TASK GOAL => Take every line from the listing below that contains "Littlepace".
• • •
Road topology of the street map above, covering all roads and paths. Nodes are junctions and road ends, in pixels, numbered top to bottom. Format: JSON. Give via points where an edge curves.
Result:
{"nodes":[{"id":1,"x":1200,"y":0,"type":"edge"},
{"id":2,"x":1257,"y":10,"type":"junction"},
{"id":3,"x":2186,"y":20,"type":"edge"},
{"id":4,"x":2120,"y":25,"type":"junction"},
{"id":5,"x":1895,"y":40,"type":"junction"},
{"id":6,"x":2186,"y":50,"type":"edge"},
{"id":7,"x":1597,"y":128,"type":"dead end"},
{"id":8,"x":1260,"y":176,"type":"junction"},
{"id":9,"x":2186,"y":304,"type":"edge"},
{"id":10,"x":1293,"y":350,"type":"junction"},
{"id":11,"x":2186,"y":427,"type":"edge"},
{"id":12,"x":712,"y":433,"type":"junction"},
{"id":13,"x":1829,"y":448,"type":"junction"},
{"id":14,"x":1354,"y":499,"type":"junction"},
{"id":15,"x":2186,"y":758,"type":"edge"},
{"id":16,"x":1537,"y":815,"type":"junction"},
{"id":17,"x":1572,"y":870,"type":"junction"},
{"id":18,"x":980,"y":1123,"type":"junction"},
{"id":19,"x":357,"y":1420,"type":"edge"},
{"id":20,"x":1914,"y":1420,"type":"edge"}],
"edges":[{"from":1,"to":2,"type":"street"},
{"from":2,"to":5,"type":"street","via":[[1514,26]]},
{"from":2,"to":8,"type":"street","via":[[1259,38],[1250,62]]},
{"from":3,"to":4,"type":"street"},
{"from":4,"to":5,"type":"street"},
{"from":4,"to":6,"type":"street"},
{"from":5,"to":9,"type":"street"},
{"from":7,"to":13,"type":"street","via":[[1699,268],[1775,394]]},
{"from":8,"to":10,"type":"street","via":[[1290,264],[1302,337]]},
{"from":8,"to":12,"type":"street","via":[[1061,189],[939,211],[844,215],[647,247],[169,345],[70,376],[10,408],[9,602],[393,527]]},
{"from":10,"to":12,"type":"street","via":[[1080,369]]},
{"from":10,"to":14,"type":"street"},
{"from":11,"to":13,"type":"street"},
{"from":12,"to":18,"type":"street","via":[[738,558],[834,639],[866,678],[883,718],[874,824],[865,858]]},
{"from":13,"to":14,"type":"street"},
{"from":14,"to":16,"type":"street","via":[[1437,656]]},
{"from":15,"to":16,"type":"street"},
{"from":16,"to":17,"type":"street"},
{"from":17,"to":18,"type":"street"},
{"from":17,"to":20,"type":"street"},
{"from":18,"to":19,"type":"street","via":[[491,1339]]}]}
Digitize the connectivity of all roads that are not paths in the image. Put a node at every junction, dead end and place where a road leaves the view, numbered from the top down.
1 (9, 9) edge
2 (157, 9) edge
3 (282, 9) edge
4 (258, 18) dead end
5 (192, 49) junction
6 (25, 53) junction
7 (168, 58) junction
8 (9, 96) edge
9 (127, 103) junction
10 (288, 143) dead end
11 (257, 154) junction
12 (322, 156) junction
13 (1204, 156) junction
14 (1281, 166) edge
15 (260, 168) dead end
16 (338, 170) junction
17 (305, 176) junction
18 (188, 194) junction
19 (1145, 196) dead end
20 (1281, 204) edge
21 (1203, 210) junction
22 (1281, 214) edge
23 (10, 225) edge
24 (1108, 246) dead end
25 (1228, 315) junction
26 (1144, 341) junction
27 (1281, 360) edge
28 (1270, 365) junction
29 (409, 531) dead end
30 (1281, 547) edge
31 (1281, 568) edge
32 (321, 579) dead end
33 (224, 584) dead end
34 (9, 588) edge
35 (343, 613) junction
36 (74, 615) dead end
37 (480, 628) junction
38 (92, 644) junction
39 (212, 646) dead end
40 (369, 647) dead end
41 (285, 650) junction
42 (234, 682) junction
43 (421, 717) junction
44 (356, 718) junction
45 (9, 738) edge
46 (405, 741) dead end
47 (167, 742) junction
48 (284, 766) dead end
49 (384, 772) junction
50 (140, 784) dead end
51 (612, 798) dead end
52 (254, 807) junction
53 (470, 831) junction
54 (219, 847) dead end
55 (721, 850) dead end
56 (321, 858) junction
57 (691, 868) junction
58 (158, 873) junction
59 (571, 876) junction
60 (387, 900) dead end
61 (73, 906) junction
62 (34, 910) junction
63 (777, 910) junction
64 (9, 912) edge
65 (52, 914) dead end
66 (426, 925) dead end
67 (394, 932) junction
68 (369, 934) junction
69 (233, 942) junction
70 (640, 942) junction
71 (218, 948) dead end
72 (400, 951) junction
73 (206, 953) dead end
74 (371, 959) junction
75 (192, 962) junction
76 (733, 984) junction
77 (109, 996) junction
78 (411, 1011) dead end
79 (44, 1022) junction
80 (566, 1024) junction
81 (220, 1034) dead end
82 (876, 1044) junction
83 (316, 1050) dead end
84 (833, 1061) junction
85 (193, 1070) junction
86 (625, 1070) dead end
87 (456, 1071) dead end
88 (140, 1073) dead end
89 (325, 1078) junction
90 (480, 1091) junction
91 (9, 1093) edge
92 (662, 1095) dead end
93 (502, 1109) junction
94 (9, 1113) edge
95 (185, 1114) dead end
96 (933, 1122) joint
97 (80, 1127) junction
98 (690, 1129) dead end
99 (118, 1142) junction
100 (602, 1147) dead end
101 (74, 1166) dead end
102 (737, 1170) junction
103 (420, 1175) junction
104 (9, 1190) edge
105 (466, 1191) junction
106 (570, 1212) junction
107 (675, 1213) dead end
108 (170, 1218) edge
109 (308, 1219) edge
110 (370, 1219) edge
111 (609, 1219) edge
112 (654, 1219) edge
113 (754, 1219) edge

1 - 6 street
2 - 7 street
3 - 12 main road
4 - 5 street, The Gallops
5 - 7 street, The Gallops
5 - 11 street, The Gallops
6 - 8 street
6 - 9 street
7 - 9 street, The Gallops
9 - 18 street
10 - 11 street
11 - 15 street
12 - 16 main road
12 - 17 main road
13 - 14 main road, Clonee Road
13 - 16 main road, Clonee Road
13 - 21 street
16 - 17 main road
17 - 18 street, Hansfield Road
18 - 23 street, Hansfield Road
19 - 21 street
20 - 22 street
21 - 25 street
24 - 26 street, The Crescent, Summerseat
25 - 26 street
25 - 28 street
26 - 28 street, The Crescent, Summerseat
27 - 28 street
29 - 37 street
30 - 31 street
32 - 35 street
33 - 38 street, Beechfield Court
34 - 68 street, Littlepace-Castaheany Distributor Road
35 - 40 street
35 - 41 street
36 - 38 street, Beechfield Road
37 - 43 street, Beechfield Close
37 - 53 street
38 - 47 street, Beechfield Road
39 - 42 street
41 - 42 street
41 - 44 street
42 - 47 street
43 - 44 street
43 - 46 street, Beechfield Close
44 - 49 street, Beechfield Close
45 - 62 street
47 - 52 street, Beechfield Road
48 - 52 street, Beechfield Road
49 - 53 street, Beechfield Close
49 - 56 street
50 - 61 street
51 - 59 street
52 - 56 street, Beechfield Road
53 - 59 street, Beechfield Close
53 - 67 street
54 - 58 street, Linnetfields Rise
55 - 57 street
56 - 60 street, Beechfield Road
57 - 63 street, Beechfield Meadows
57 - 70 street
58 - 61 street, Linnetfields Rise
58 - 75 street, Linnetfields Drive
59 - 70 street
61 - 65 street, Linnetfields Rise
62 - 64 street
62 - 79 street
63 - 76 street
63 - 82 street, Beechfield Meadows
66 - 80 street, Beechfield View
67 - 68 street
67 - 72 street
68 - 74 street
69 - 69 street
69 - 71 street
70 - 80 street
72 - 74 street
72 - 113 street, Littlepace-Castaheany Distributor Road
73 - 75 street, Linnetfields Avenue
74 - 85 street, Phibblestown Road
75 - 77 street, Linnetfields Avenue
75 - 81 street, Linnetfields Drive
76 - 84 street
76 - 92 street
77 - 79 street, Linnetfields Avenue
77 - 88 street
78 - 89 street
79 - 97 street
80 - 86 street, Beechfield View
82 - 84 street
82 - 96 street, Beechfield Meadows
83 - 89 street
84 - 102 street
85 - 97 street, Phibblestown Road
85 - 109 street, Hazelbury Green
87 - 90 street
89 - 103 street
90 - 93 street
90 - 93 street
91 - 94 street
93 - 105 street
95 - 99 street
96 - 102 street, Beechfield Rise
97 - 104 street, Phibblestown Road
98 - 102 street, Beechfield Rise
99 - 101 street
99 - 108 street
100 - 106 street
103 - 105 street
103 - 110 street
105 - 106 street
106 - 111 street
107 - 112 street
• • •
SOLUTION TO THIS TASK =>
34 - 68 street, Littlepace-Castaheany Distributor Road
72 - 113 street, Littlepace-Castaheany Distributor Road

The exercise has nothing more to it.